Big issues related to those two subjects are brewing early in Louisiana’s legislative session. They give reason to appreciate how the legislative process can lend itself not just to compromises for their own sake, but to agreements that materially improve the final product.
This is not to say that any compromises have even been attempted yet on the two issues in question. Instead, the initial proposals are well-intentioned but flawed — and the salutary news is that the process affords opportunity to fix the flaws and thus better effectuate the good intentions.
Let’s take preschool safety. I wrote last October about a new law that sailed through the Legislature with ease that, while well motivated, would have awful repercussions. The law was catalyzed by parents whose three-year-old daughter had been assaulted by a classmate. Sponsored by state Sen. Regina Barrow, D-Baton Rouge, the law requires private and faith-based preschools, but not public or Montessori schools, to meet the same licensing requirements that day care centers do.
Among the numerous problems with this approach is that the voluminous regulations applicable to day care centers actually make no sense for preschool children, while being so burdensome in practice that significant numbers of faith-based schools feared they might have to close down.
To her credit, Barrow now has introduced a bill intended to mitigate some of those unintended consequences. Meanwhile, state Sen. Beth Mizell, R-Franklinton, introduced a bill (without consulting Barrow) that would, as our news story put it, virtually “gut” Barrow’s law enacted last year by exempting private and religious schools altogether.
My snap judgment is that even Barrow’s new bill doesn’t go far enough in fixing the problems last year’s law caused. Without agonizing detail, suffice it to say that some senseless regulations still would apply, in ways that hamper reasonable operations of existing preschools.
On the other hand, Mizell’s bill essentially would exempt all private and faith-based schools from all the new safety measures Barrow’s law imposes. If it passes as is, though, parents who have legitimate concerns about their children’s safety would get no relief.
Fortunately, the process of deliberative democracy through elected representatives offers the solution. We should expect Sens. Mizell and Barrow to sit down together and, with their colleagues, find middle ground that doesn’t compromise principle but instead takes the best aims of both approaches to make the final product better than either current one.
A similar outlook should guide efforts to ensure transparency, competence and ethical behavior from state judges. Gov. Jeff Landry is leading a push to make it easier to discipline bad judges, even to remove them.

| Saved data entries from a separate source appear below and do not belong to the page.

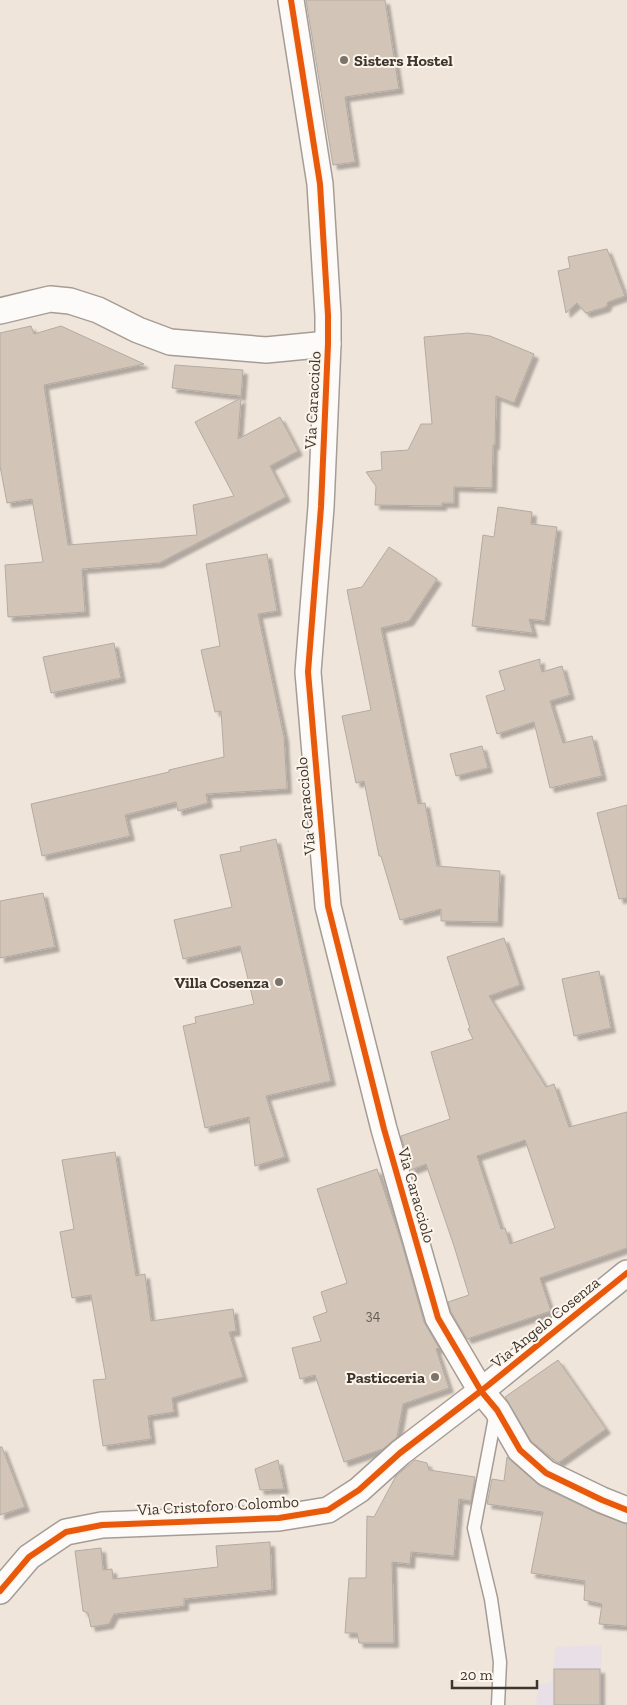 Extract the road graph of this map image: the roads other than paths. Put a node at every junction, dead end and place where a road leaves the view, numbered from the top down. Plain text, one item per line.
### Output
1 (291, 0) edge
2 (0, 311) edge
3 (328, 344) junction
4 (627, 1274) edge
5 (489, 1401) junction
6 (627, 1510) edge
7 (0, 1591) edge
8 (498, 1705) edge

1 - 3 street, Via Caracciolo
2 - 3 street
3 - 5 street, Via Caracciolo
4 - 5 street, Via Angelo Cosenza
5 - 6 street, Via Caracciolo
5 - 7 street, Via Cristoforo Colombo
5 - 8 lane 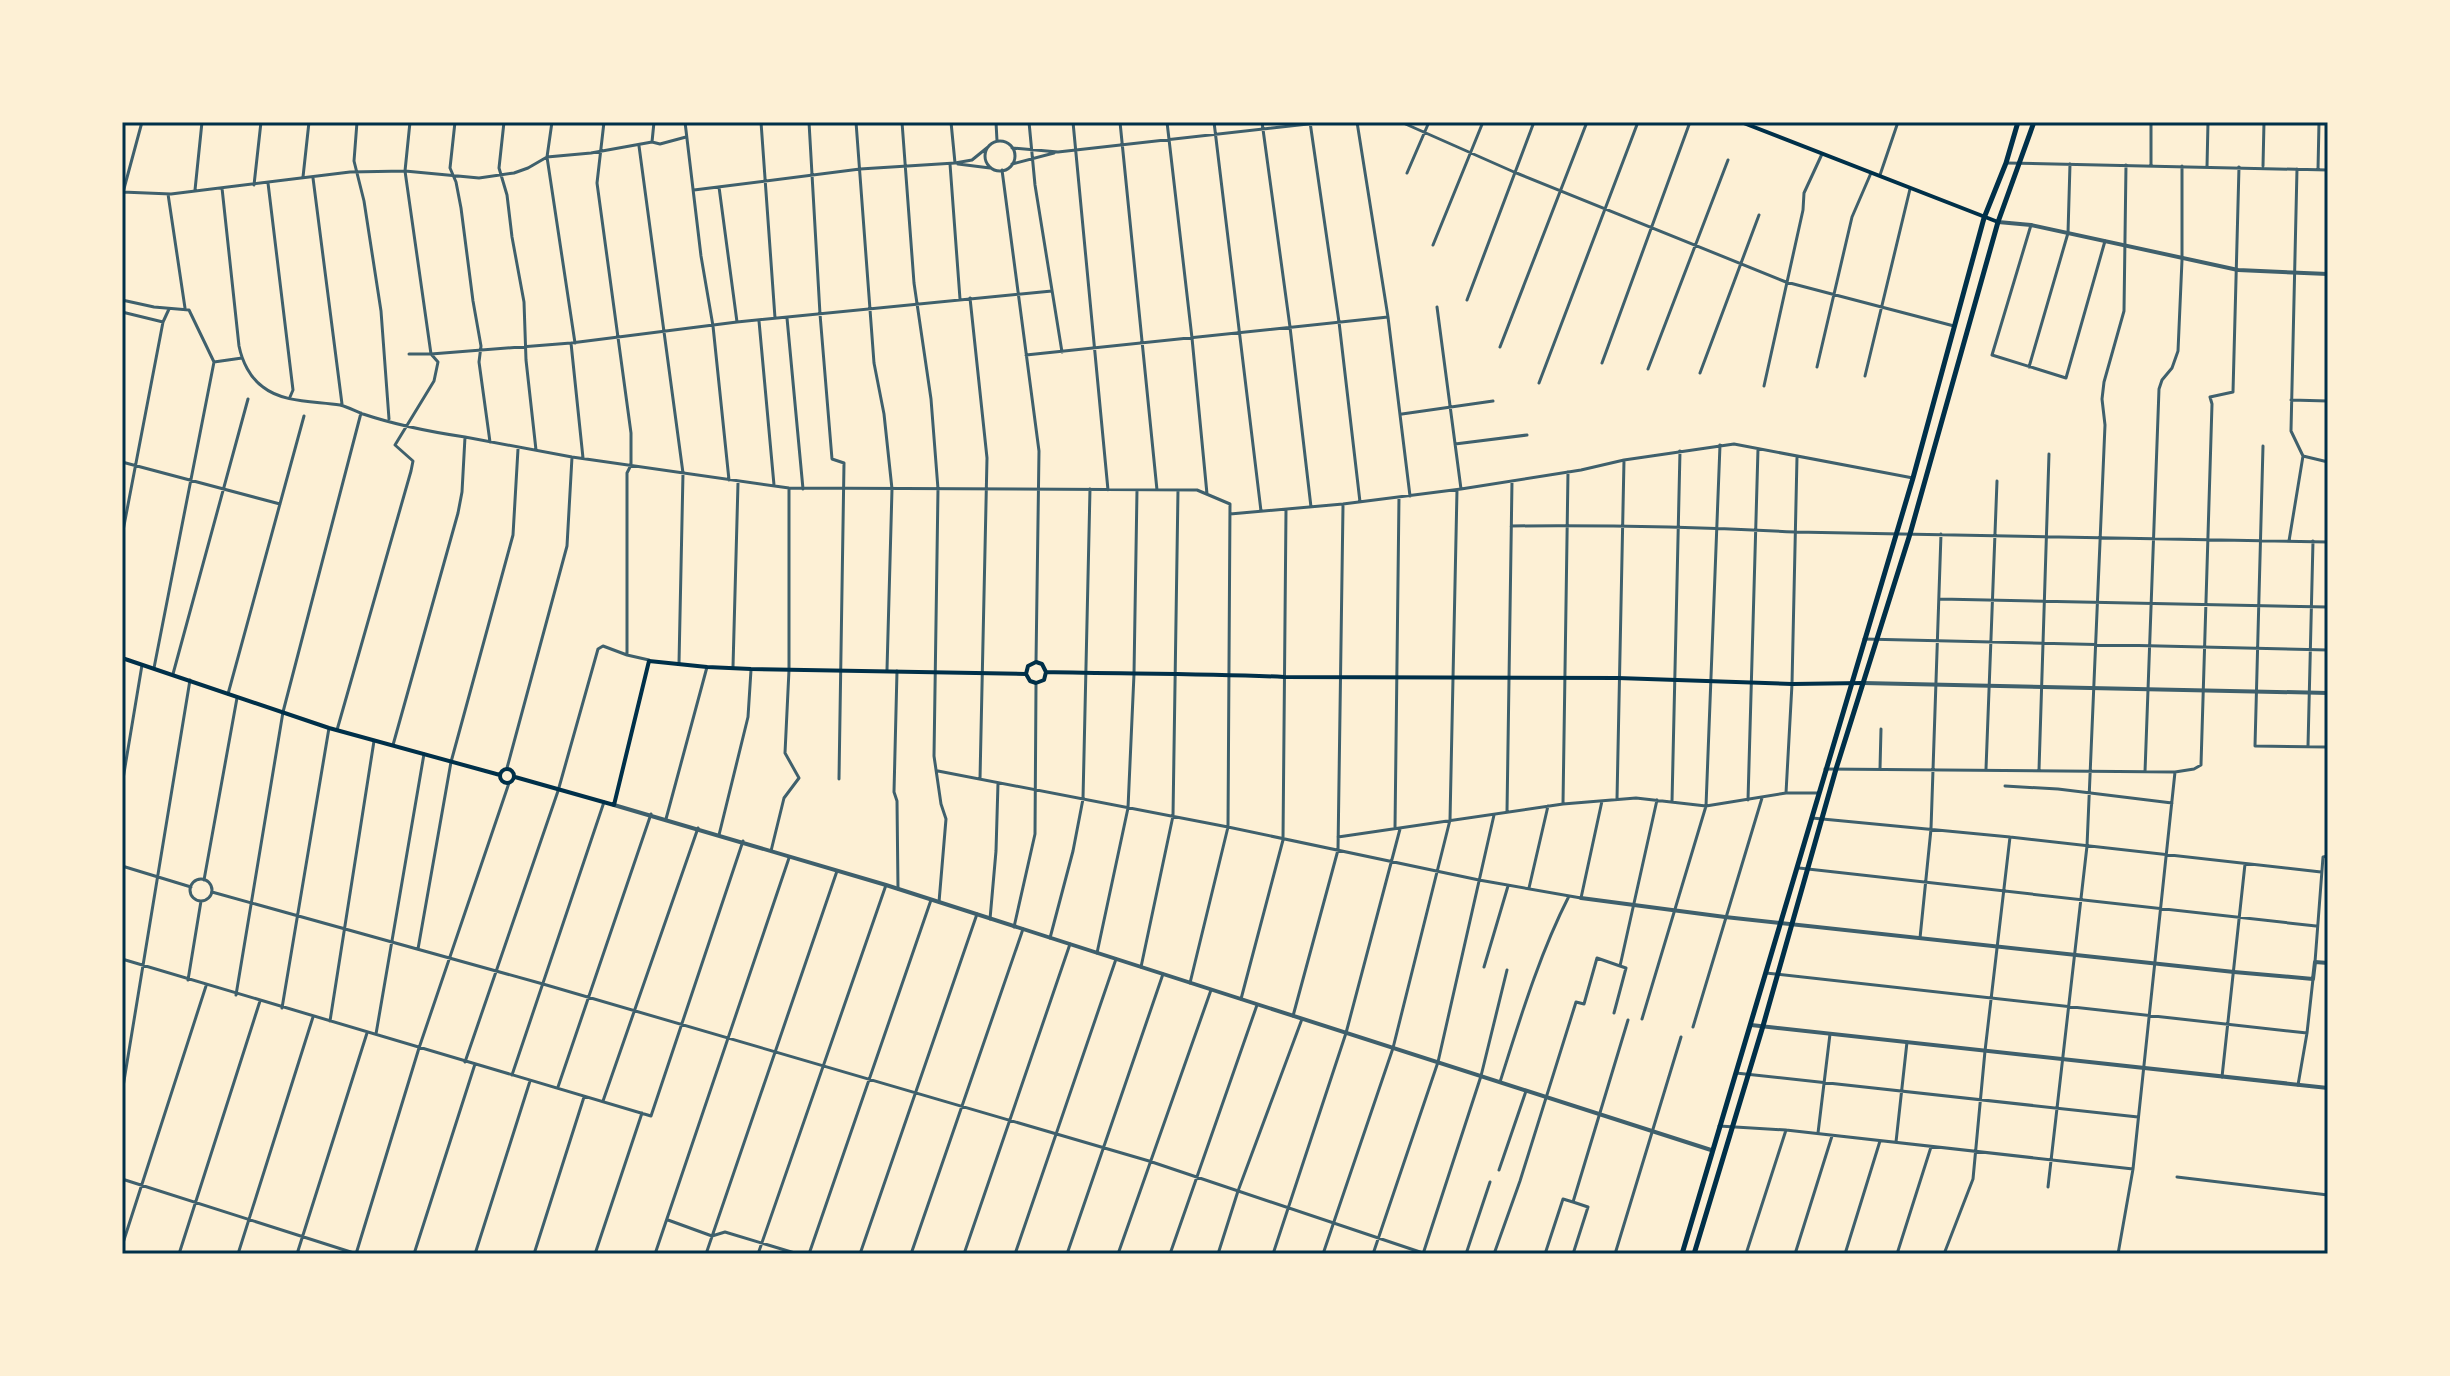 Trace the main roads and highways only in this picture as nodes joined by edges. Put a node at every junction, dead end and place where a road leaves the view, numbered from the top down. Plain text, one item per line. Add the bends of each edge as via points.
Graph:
1 (1741, 122) edge
2 (2018, 122) edge
3 (2034, 122) edge
4 (1984, 218) junction
5 (1998, 222) junction
6 (122, 658) edge
7 (1046, 672) junction
8 (1026, 674) junction
9 (1851, 683) junction
10 (1863, 683) junction
11 (500, 775) junction
12 (515, 777) junction
13 (1682, 1254) edge
14 (1694, 1254) edge

1 - 4 main road
2 - 4 main road
3 - 5 main road
4 - 5 main road
4 - 9 main road
5 - 10 main road
6 - 11 main road via 329,728
7 - 8 main road via 1036,683
7 - 8 main road via 1036,662
7 - 9 main road
8 - 12 main road via 751,669 649,661 614,805
9 - 10 main road
9 - 13 main road
10 - 14 main road
11 - 12 main road via 509,783
11 - 12 main road via 507,768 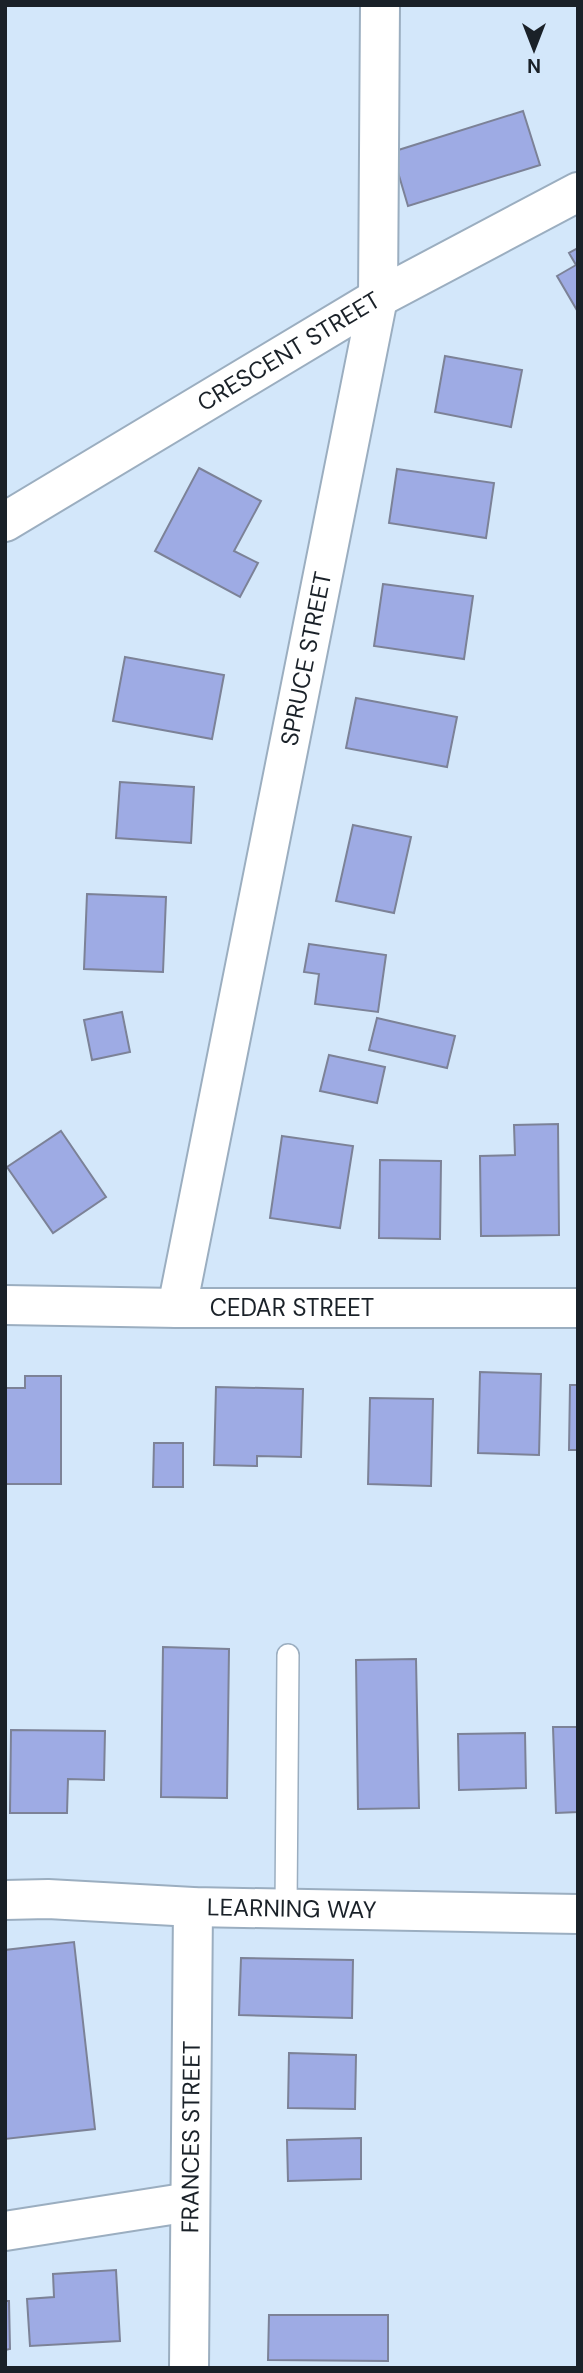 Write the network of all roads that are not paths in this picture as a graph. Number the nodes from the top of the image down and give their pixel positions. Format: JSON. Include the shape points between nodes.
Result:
{"nodes":[{"id":1,"x":380,"y":5,"type":"edge"},
{"id":2,"x":578,"y":192,"type":"edge"},
{"id":3,"x":378,"y":298,"type":"junction"},
{"id":4,"x":5,"y":522,"type":"edge"},
{"id":5,"x":5,"y":1305,"type":"edge"},
{"id":6,"x":177,"y":1308,"type":"junction"},
{"id":7,"x":578,"y":1308,"type":"edge"},
{"id":8,"x":288,"y":1656,"type":"dead end"},
{"id":9,"x":5,"y":1900,"type":"edge"},
{"id":10,"x":193,"y":1907,"type":"junction"},
{"id":11,"x":286,"y":1909,"type":"junction"},
{"id":12,"x":578,"y":1914,"type":"edge"},
{"id":13,"x":190,"y":2202,"type":"junction"},
{"id":14,"x":5,"y":2231,"type":"edge"},
{"id":15,"x":189,"y":2368,"type":"edge"}],
"edges":[{"from":1,"to":3,"type":"street","name":"SPRUCE STREET"},
{"from":2,"to":3,"type":"street","name":"CRESCENT STREET"},
{"from":3,"to":4,"type":"street","name":"CRESCENT STREET"},
{"from":3,"to":6,"type":"street","name":"SPRUCE STREET"},
{"from":5,"to":6,"type":"street","name":"CEDAR STREET"},
{"from":6,"to":7,"type":"street","name":"CEDAR STREET"},
{"from":8,"to":11,"type":"lane"},
{"from":9,"to":10,"type":"street","name":"LEARNING WAY"},
{"from":10,"to":11,"type":"street","name":"LEARNING WAY"},
{"from":10,"to":13,"type":"street","name":"FRANCES STREET"},
{"from":11,"to":12,"type":"street","name":"LEARNING WAY"},
{"from":13,"to":14,"type":"street"},
{"from":13,"to":15,"type":"street","name":"FRANCES STREET"}]}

The proposal he has endorsed, though, is in its current form a terrible idea. It would allow a governor to prompt the state Senate, by two-thirds vote, to suspend or remove a judge (or district attorney) from office. It is a bad idea because it would so significantly infringe upon the principle of separating government power into realms that are largely distinct (with a few but not many slightly blurred lines) from each other. If the proposal passes in that form, it would offer too big a temptation for a governor to target judges not just for ethical violations but for political reasons divorced from a judge’s duty to impartially administer justice.
On the other hand, the problem Landry identified appears to be real. Former state Supreme Court justice Chet Traylor on March 5 resigned from the Judiciary Commission, the committee charged with recommending disciplinary action against judges, while saying that the current system is insufficient to weed out unethical judges or provide public transparency.
Agree or not with individual decisions Traylor made in his Supreme Court days (1997-2009) or his earlier stints as a district court judge, he always struck me as the epitome of rectitude and reverence for the rule of law superseding mere political considerations. His words and warnings carry weight.
Again, though, the deliberative lawmaking process can ride to the rescue. The Legislature has time to come up with a way to make judges more accountable without giving future governors undue, unwise expansions of power.
One of the great maxims from this nation’s founders — although there is no agreement on who said it first — is that “Democracy is a slow process of stumbling to the right decision instead of going straight forward to the wrong one.”
With that wisdom in mind, let’s hope that on these two issues, the Legislature’s deliberative process allows it to stumble not just to compromise, but to constructive consensus.